» **PROBLEM REQUIREMENTS**
Copy exactly the lines of the data below, beginning with the line with "I need the junctions" and ending with the line with "Trace all roads". Pictures are to be omitted.

» **EXTRACTED MATERIAL**
+++
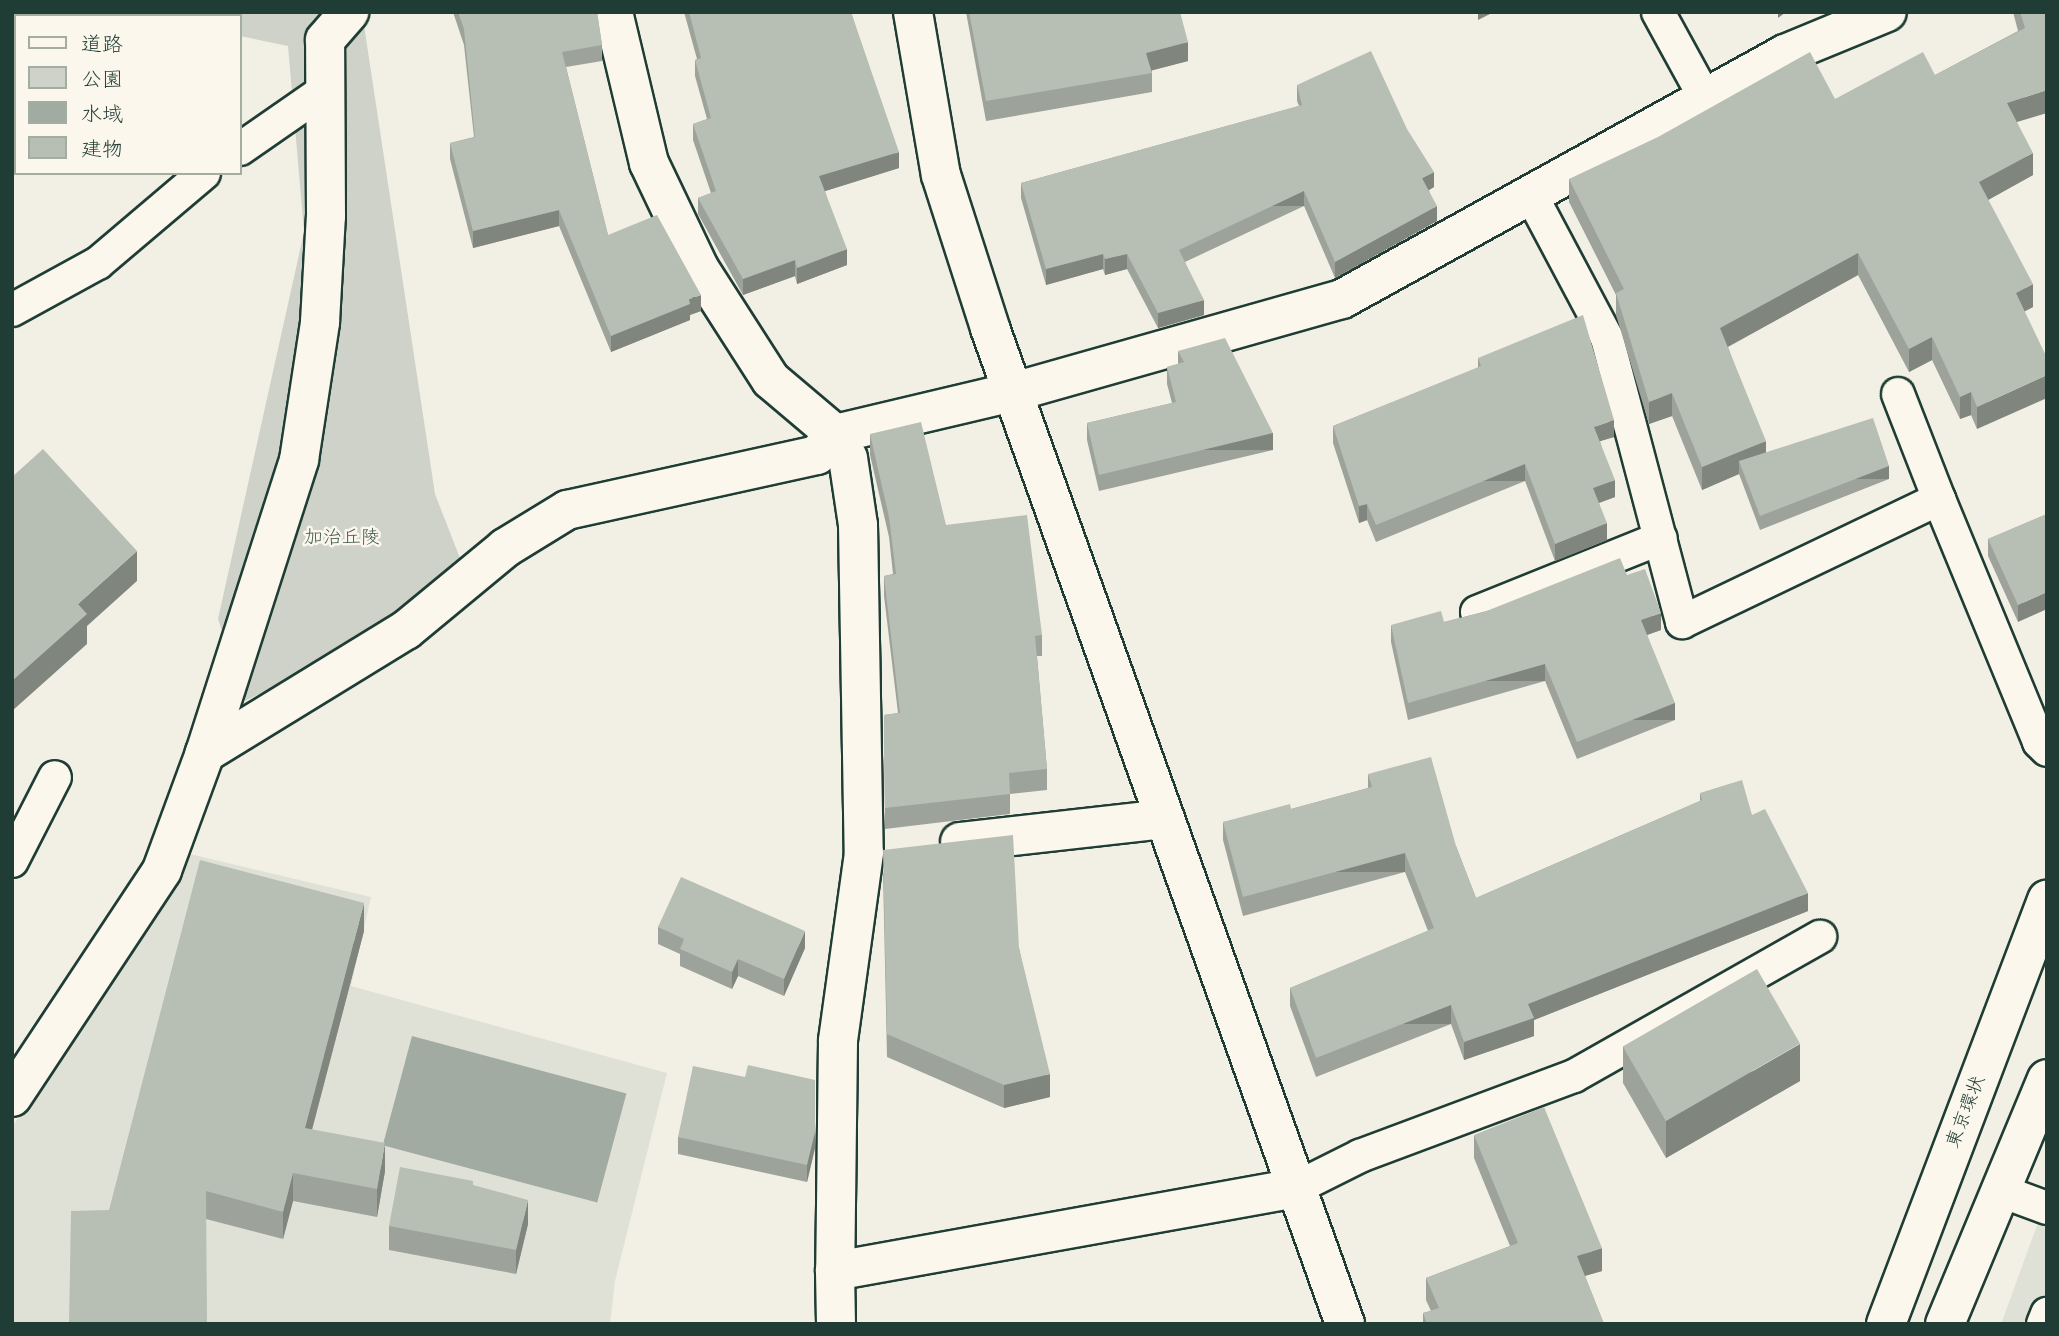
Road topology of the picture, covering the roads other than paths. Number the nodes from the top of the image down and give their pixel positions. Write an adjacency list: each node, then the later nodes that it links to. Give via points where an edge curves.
+++
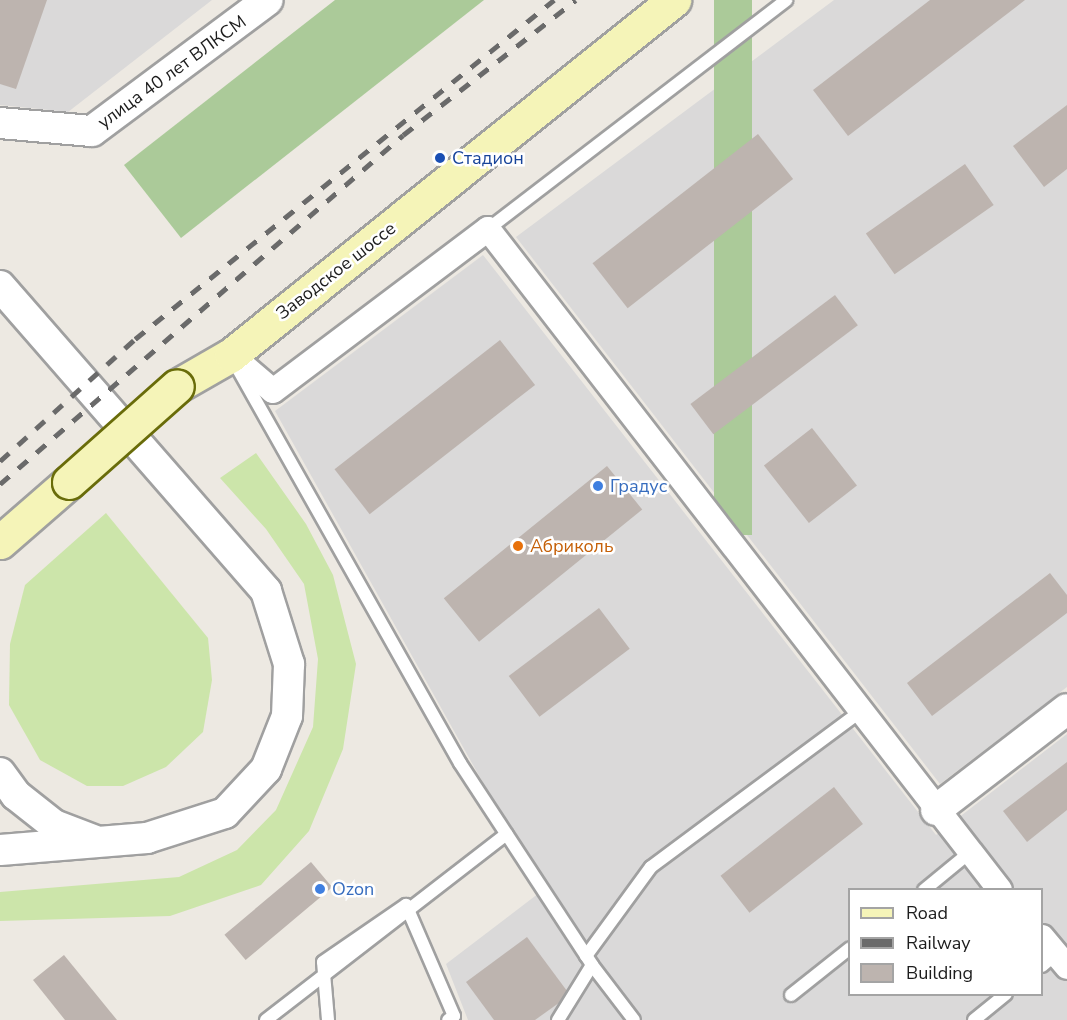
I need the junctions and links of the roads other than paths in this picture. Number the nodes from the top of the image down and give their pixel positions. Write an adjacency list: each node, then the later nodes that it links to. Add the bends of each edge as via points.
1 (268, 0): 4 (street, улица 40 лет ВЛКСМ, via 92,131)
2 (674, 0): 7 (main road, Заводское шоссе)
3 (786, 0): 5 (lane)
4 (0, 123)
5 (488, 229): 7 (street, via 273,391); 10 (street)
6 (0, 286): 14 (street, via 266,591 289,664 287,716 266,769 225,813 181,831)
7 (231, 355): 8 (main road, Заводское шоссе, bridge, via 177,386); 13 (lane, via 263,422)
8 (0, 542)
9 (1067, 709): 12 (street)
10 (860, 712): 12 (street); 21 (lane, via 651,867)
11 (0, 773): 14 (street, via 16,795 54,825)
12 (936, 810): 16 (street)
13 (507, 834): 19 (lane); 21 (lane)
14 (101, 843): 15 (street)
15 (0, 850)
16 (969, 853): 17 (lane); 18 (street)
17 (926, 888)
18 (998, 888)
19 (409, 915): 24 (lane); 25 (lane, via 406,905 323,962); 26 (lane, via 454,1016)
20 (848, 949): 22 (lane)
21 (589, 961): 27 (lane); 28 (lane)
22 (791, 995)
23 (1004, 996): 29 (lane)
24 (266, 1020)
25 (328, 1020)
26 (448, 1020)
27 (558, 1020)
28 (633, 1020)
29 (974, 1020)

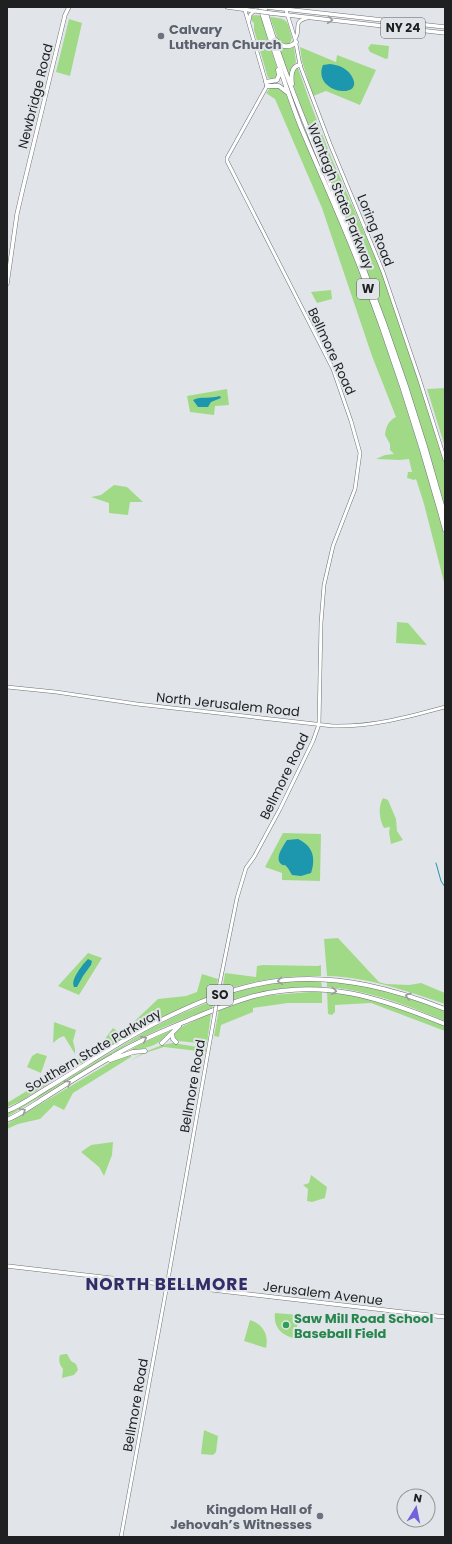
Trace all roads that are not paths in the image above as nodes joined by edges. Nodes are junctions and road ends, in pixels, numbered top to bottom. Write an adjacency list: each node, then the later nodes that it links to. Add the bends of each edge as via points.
+++
» **RESULT BELOW**
I need the junctions and links of the roads other than paths in this picture. Number the nodes from the top of the image down and give their pixel positions. Write an adjacency list: each node, then the later nodes that it links to. Add the bends of each edge as via points.
1 (268, 0): 4 (street, улица 40 лет ВЛКСМ, via 92,131)
2 (674, 0): 7 (main road, Заводское шоссе)
3 (786, 0): 5 (lane)
4 (0, 123)
5 (488, 229): 7 (street, via 273,391); 10 (street)
6 (0, 286): 14 (street, via 266,591 289,664 287,716 266,769 225,813 181,831)
7 (231, 355): 8 (main road, Заводское шоссе, bridge, via 177,386); 13 (lane, via 263,422)
8 (0, 542)
9 (1067, 709): 12 (street)
10 (860, 712): 12 (street); 21 (lane, via 651,867)
11 (0, 773): 14 (street, via 16,795 54,825)
12 (936, 810): 16 (street)
13 (507, 834): 19 (lane); 21 (lane)
14 (101, 843): 15 (street)
15 (0, 850)
16 (969, 853): 17 (lane); 18 (street)
17 (926, 888)
18 (998, 888)
19 (409, 915): 24 (lane); 25 (lane, via 406,905 323,962); 26 (lane, via 454,1016)
20 (848, 949): 22 (lane)
21 (589, 961): 27 (lane); 28 (lane)
22 (791, 995)
23 (1004, 996): 29 (lane)
24 (266, 1020)
25 (328, 1020)
26 (448, 1020)
27 (558, 1020)
28 (633, 1020)
29 (974, 1020)

Trace all roads that are not paths in the image above as nodes joined by edges. Nodes are junctions and road ends, in pixels, numbered top to bottom. Write an adjacency list: each node, then the later nodes that it links to. Add the bends of each edge as via points.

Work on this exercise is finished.